**About this task**
What you return should match every record exactly, with the images removed.

Segment Start: Available data

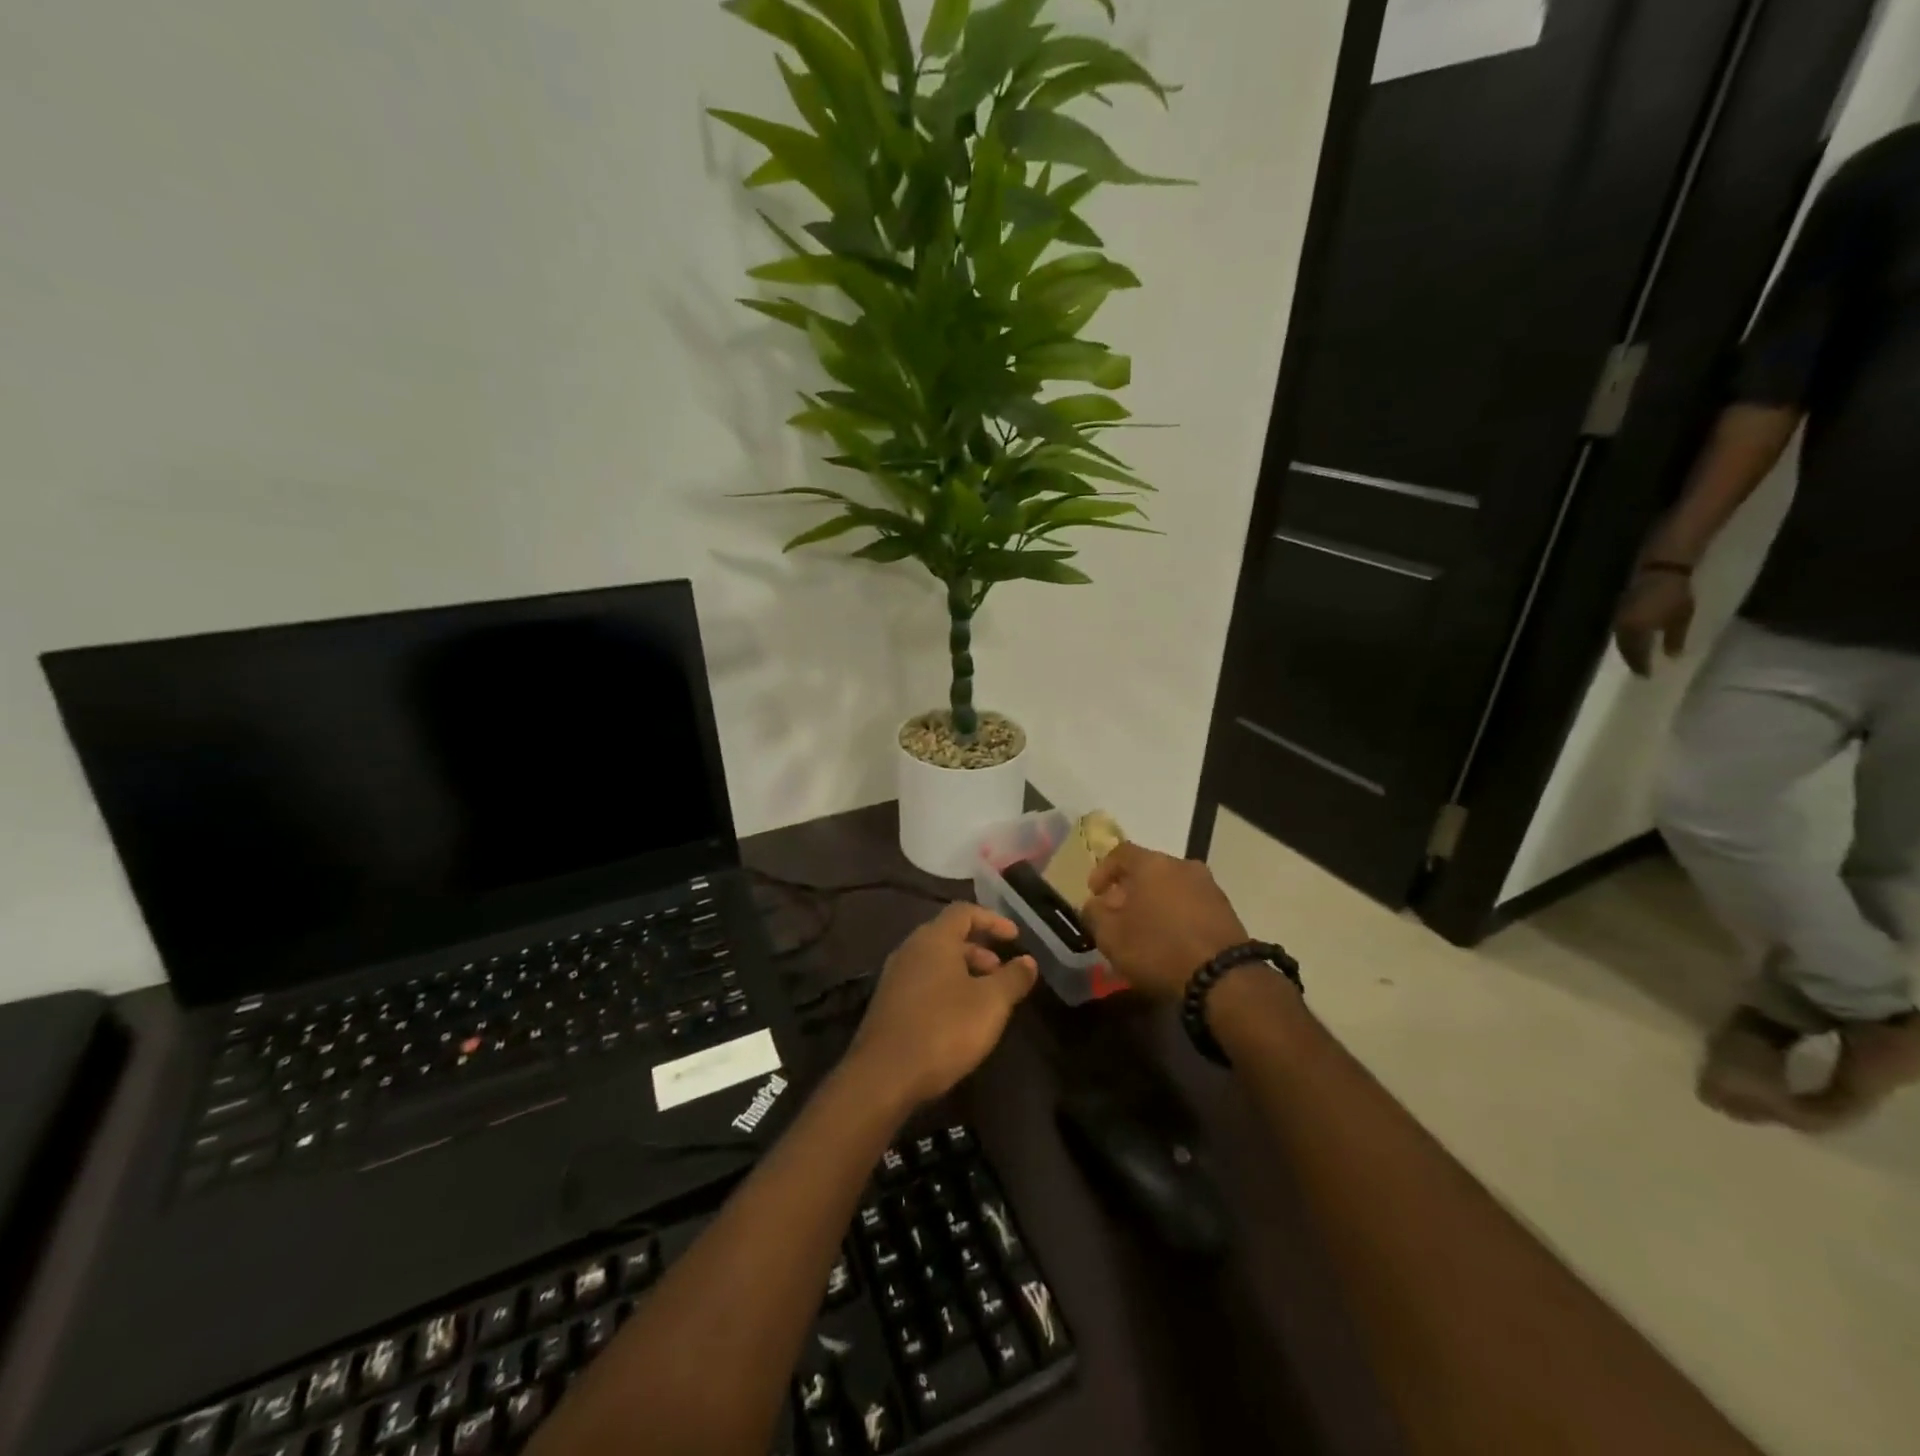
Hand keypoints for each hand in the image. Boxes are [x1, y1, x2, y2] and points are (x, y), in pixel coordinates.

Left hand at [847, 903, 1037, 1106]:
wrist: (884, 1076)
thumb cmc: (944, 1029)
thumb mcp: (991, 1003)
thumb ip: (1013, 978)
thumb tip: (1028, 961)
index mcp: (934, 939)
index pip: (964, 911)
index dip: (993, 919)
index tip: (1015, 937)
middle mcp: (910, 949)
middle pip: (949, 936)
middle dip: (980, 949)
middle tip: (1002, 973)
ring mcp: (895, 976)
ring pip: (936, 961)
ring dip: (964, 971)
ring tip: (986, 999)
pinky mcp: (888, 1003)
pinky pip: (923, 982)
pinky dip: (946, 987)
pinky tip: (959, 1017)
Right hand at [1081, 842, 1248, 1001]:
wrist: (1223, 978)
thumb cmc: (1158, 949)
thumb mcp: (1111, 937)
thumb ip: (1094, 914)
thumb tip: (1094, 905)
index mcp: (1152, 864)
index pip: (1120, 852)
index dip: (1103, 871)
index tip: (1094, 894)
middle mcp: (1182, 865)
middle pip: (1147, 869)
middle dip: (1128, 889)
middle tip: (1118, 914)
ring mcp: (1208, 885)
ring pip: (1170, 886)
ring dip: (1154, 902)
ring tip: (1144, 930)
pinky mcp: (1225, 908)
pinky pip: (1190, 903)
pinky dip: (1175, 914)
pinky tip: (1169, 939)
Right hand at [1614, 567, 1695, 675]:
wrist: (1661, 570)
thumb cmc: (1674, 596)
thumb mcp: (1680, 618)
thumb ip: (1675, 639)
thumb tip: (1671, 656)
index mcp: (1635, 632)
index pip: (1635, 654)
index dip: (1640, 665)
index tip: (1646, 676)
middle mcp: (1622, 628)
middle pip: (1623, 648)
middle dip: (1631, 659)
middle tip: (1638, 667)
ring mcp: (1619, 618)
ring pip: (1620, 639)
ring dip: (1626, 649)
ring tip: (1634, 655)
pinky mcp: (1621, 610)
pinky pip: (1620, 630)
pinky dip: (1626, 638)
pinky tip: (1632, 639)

Segment End: Available data

**Solution for this problem**
Hand keypoints for each hand in the image. Boxes are [x1, y1, x2, y2] and points are (x, y), in pixel coordinates.

Left hand at [847, 903, 1037, 1106]:
wrist: (884, 1076)
thumb cmc: (944, 1029)
thumb mcp: (991, 1003)
thumb ip: (1013, 978)
thumb tip: (1028, 961)
index mcp: (934, 939)
index pip: (964, 911)
index dip: (993, 919)
index tip: (1015, 937)
middle mcp: (910, 949)
middle pip: (949, 936)
middle dip: (980, 949)
middle tip: (1002, 973)
ring mcp: (895, 976)
ring pip: (936, 961)
ring dip: (964, 971)
ring tip: (986, 999)
pinky mcp: (888, 1003)
pinky pip: (923, 982)
pinky dip: (946, 987)
pinky tip: (959, 1017)
Right hand at [1081, 842, 1248, 1001]:
wrist: (1223, 978)
thumb cmc: (1158, 949)
thumb mcp: (1111, 937)
thumb ip: (1094, 914)
thumb tip: (1094, 905)
index mcp: (1152, 864)
index pip: (1120, 852)
index dip: (1103, 871)
index tip: (1094, 894)
middle mcp: (1182, 865)
middle pip: (1147, 869)
middle dip: (1128, 889)
middle tip: (1118, 914)
ring mcp: (1208, 885)
ring pip: (1170, 886)
ring dip: (1154, 902)
ring tip: (1144, 930)
pinky mcp: (1225, 908)
pinky pip: (1190, 903)
pinky dip: (1175, 914)
pinky tip: (1169, 939)
Right hand at [1614, 567, 1695, 675]:
wrist: (1661, 570)
thumb cmc: (1674, 596)
thumb mcp: (1680, 618)
thumb ip: (1675, 639)
thumb tip: (1671, 656)
index mcp: (1635, 632)
index pip: (1635, 654)
index dip: (1640, 665)
index tip: (1646, 676)
middle mcp: (1622, 628)
middle pip: (1623, 648)
middle dip: (1631, 659)
middle tip: (1638, 667)
ring mcp: (1619, 618)
ring pip: (1620, 639)
ring dip: (1626, 649)
ring tip: (1634, 655)
pinky mcp: (1621, 610)
pinky pip: (1620, 630)
pinky dip: (1626, 638)
pinky tip: (1632, 639)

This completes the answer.